------ ENTRIES PROVIDED ------

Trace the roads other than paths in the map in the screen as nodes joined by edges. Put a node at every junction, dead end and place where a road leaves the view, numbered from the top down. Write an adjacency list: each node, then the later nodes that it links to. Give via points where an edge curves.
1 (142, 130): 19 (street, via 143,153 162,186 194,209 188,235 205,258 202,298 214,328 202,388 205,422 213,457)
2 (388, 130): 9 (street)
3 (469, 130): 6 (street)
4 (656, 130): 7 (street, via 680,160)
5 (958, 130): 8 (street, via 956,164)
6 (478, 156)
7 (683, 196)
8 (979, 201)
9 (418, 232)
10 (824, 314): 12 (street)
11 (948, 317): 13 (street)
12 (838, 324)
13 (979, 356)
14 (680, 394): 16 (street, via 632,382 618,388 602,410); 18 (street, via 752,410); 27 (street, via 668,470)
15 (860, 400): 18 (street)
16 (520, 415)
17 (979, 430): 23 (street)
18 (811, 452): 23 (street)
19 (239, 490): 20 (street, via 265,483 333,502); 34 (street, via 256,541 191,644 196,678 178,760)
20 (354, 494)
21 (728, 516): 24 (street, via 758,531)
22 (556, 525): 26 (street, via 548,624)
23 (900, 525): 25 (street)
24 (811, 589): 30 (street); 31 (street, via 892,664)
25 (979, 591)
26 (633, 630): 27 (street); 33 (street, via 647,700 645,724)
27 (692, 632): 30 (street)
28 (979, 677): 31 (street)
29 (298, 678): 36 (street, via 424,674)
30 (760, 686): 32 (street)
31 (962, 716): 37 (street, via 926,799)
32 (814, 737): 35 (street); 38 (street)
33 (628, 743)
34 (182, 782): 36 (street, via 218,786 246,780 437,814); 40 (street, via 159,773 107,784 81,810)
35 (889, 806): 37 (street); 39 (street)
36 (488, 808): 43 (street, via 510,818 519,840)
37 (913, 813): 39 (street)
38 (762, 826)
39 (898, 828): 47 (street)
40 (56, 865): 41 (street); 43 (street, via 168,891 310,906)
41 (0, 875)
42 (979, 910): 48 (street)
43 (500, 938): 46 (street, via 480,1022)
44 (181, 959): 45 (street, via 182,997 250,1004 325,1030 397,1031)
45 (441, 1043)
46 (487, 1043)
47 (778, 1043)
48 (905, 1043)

------

_GOAL OF THE EXERCISE:_ The records above must be transcribed line for line, exactly.

_SOLVED EXERCISE:_
Trace the roads other than paths in the map in the screen as nodes joined by edges. Put a node at every junction, dead end and place where a road leaves the view, numbered from the top down. Write an adjacency list: each node, then the later nodes that it links to. Give via points where an edge curves.
1 (142, 130): 19 (street, via 143,153 162,186 194,209 188,235 205,258 202,298 214,328 202,388 205,422 213,457)
2 (388, 130): 9 (street)
3 (469, 130): 6 (street)
4 (656, 130): 7 (street, via 680,160)
5 (958, 130): 8 (street, via 956,164)
6 (478, 156)
7 (683, 196)
8 (979, 201)
9 (418, 232)
10 (824, 314): 12 (street)
11 (948, 317): 13 (street)
12 (838, 324)
13 (979, 356)
14 (680, 394): 16 (street, via 632,382 618,388 602,410); 18 (street, via 752,410); 27 (street, via 668,470)
15 (860, 400): 18 (street)
16 (520, 415)
17 (979, 430): 23 (street)
18 (811, 452): 23 (street)
19 (239, 490): 20 (street, via 265,483 333,502); 34 (street, via 256,541 191,644 196,678 178,760)
20 (354, 494)
21 (728, 516): 24 (street, via 758,531)
22 (556, 525): 26 (street, via 548,624)
23 (900, 525): 25 (street)
24 (811, 589): 30 (street); 31 (street, via 892,664)
25 (979, 591)
26 (633, 630): 27 (street); 33 (street, via 647,700 645,724)
27 (692, 632): 30 (street)
28 (979, 677): 31 (street)
29 (298, 678): 36 (street, via 424,674)
30 (760, 686): 32 (street)
31 (962, 716): 37 (street, via 926,799)
32 (814, 737): 35 (street); 38 (street)
33 (628, 743)
34 (182, 782): 36 (street, via 218,786 246,780 437,814); 40 (street, via 159,773 107,784 81,810)
35 (889, 806): 37 (street); 39 (street)
36 (488, 808): 43 (street, via 510,818 519,840)
37 (913, 813): 39 (street)
38 (762, 826)
39 (898, 828): 47 (street)
40 (56, 865): 41 (street); 43 (street, via 168,891 310,906)
41 (0, 875)
42 (979, 910): 48 (street)
43 (500, 938): 46 (street, via 480,1022)
44 (181, 959): 45 (street, via 182,997 250,1004 325,1030 397,1031)
45 (441, 1043)
46 (487, 1043)
47 (778, 1043)
48 (905, 1043)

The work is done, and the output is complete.